Focus of the Present Historical Perspective
The present chapter presents a brief overview of the history of ethnopharmacological investigations of ayahuasca, which has been a topic of fascination to ethnographers, botanists, chemists, and pharmacologists ever since it first became known to science in the mid-nineteenth century. For expository purposes, the history of ayahuasca ethnopharmacology can be divided into several segments, starting with the prehistoric origins of the beverage and leading up to the present, where ayahuasca is still an active area of research. The modern history of ayahuasca can be dated from the mid-nineteenth century. The focus of the present chapter is on the ethnopharmacologic history of ayahuasca, though it should be noted that this unique beverage has historically impacted religion, politics, and society, as well as science, (e.g., in the Brazilian goverment’s acceptance of the legitimacy of the sacramental use of ayahuasca beverages by the UDV and other Brazilian syncretic sects) and the implications and consequences of its continued and spreading use is likely to be felt on a number of levels now and in the future.

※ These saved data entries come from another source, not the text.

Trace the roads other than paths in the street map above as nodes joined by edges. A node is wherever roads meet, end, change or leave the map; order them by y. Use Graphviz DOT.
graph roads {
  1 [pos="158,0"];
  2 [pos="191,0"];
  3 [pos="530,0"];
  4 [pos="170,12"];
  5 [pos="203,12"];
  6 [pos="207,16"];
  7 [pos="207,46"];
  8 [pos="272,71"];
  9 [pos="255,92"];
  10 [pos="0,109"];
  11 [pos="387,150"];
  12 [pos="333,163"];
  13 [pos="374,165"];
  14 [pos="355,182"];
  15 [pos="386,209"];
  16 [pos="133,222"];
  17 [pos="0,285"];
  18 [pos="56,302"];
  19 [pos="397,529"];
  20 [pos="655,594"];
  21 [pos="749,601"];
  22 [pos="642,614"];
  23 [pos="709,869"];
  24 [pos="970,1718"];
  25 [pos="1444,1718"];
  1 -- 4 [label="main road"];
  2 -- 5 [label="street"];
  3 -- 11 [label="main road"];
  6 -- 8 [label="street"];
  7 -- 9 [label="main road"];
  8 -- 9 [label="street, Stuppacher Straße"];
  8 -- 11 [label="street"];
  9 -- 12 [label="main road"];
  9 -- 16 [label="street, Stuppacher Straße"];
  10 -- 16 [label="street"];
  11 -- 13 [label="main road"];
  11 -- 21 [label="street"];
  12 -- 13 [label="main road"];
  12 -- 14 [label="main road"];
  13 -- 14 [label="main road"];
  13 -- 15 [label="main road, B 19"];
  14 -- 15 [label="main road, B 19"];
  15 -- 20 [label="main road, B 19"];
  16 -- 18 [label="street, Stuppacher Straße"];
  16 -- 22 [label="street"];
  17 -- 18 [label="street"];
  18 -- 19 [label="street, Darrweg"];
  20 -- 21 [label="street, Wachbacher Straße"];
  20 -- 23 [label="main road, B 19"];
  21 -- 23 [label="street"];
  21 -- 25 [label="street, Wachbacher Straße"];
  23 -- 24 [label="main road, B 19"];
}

Prehistoric Roots of Ayahuasca
The origins of the use of ayahuasca in the Amazon Basin are lost in the mists of prehistory. No one can say for certain where the practice may have originated, and about all that can be stated with certainty is that it was already spread among numerous indigenous tribes throughout the Amazon Basin by the time ayahuasca came to the attention of Western ethnographers in the mid-nineteenth century. This fact alone argues for its antiquity; beyond that, little is known. Plutarco Naranjo, the Equatorian ethnograper, has summarized what little information is available on the prehistory of ayahuasca (Naranjo 1979, 1986). There is abundant archeological evidence, in the form of pottery vessels, anthropomorphic figurines, snuffing trays and tubes, etc., that plant hallucinogen use was well established in the Ecuadorian Amazon by 1500–2000 B.C. Unfortunately, most of the specific evidence, in the form of vegetable powders, snuff trays, and pipes, is related to the use of psychoactive plants other than ayahuasca, such as coca, tobacco, and the hallucinogenic snuff derived from Anadenanthera species and known as vilka and various other names. There is nothing in the form of iconographic materials or preserved botanical remains that would unequivocally establish the prehistoric use of ayahuasca, although it is probable that these pre-Colombian cultures, sophisticated as they were in the use of a variety of psychotropic plants, were also familiar with ayahuasca and its preparation.

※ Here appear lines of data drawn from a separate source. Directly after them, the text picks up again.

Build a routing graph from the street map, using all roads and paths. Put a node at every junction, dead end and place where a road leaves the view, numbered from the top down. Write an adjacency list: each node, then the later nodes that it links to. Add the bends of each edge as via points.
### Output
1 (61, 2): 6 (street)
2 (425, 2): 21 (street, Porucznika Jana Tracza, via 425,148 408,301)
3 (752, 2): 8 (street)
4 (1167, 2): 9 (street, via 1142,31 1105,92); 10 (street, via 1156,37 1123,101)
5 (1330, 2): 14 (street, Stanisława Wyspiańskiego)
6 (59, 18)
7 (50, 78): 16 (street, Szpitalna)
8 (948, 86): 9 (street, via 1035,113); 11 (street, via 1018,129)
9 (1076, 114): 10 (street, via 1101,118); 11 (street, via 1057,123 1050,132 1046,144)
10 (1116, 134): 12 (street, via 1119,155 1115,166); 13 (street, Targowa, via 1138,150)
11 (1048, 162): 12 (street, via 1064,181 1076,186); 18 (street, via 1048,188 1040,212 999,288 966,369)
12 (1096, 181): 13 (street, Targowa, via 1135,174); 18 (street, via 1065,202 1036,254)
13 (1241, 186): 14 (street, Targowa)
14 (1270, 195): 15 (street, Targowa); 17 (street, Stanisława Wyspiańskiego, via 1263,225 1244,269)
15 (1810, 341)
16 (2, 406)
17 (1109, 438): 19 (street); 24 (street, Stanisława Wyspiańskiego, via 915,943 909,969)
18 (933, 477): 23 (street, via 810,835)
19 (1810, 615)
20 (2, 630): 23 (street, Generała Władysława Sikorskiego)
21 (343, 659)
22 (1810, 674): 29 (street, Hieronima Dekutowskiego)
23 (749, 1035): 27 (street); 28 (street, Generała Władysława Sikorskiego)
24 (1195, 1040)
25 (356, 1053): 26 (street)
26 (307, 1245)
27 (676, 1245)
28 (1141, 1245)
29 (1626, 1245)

The lack of data is frustrating, however, particularly in respect to a question that has fascinated ethnopharmacologists since the late 1960s when its importance was first brought to light through the work of Richard Schultes and his students. As mentioned above, ayahuasca is unique among plant hallucinogens in that it is prepared from a combination of two plants: the bark or stems of Banisteriopsis species, together with the leaves of Psychotria species or other DMT-containing admixtures. The beverage depends on this unique combination for its activity. There seems small likelihood of accidentally combining the two plants to obtain an active preparation when neither is particularly active alone, yet we know that at some point in prehistory, this fortuitous combination was discovered. At that point, ayahuasca was “invented.”

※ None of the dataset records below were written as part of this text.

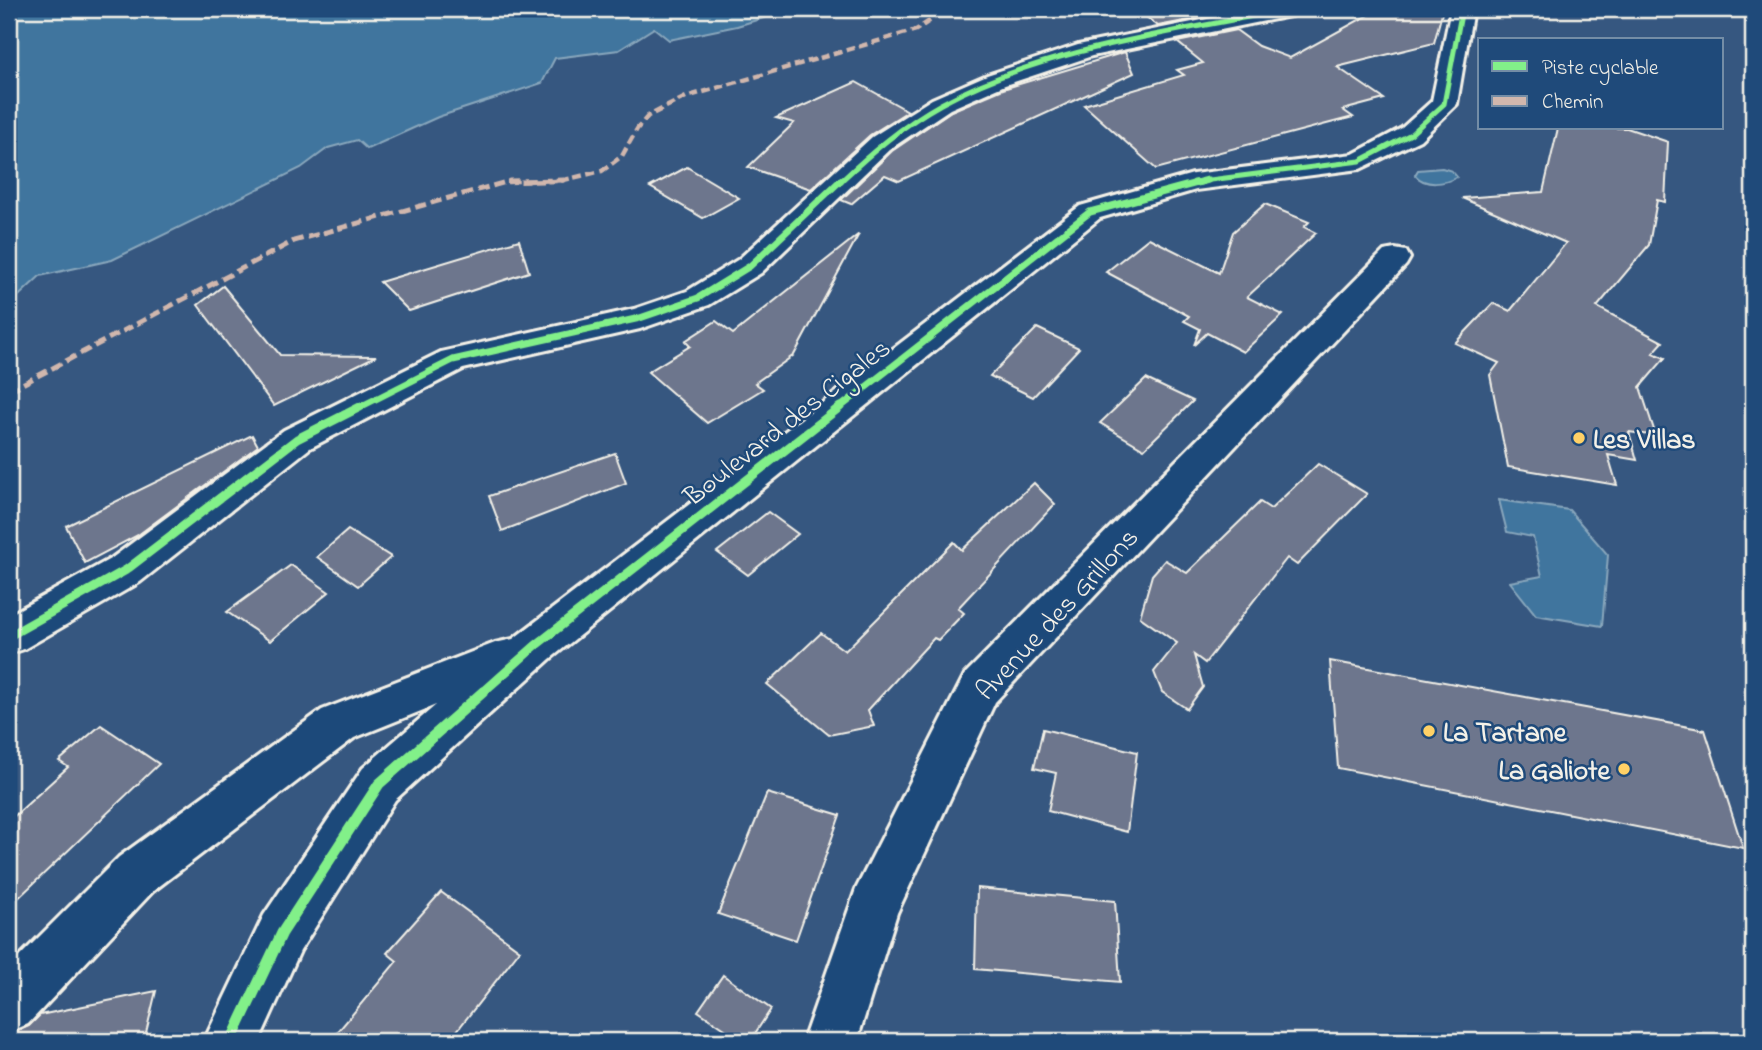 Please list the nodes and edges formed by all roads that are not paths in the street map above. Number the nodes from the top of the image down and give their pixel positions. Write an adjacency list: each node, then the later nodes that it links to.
1 (1290, 9): 4 (street)
2 (1462, 9): 5 (street, Boulevard des Cigales)
3 (1395, 258): 8 (street, Avenue des Grillons)
4 (9, 636)
5 (535, 646): 6 (street); 7 (street, Boulevard des Cigales)
6 (9, 1005)
7 (231, 1041)
8 (830, 1041)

Just how this discovery was made, and who was responsible, we may never know, though there are several charming myths that address the topic. Mestizo ayahuasqueros in Peru will, to this day, tell you that this knowledge comes directly from the “plant teachers” (Luna 1984), while the mestres of the Brazilian syncretic cult, the UDV, will tell you with equal conviction that the knowledge came from “the first scientist,” King Solomon, who imparted the technology to the Inca king during a little publicized visit to the New World in antiquity. In the absence of data, these explanations are all that we have. All that we can say with confidence is that the knowledge of the techniques for preparing ayahuasca, including knowledge of the appropriate admixture plants, had diffused throughout the Amazon by the time the use of ayahuasca came to the attention of any modern researcher.
Scientific Discovery of Ayahuasca – The 19th Century
The archeological prehistory of ayahuasca is likely to remain inextricably bound up with its mythical origins for the rest of time, unless some artifact should be uncovered that would unequivocally establish the antiquity of its usage.
By contrast, what might be called the modern or the scientific history of ayahuasca is traceable to 1851, when the great English botanist Richard Spruce encountered the use of an intoxicating beverage among the Tukano of the Rio Uapes in Brazil (Schultes 1982). Spruce collected flowering specimens from the large jungle liana used as the source of the beverage, and this collection was the basis for his classification of the plant as Banisteria caapi; it was reclassified as Banisteriopsis caapi by the taxonomist Morton in 1931 as part of his revision of the generic concepts within the family Malpighiaceae.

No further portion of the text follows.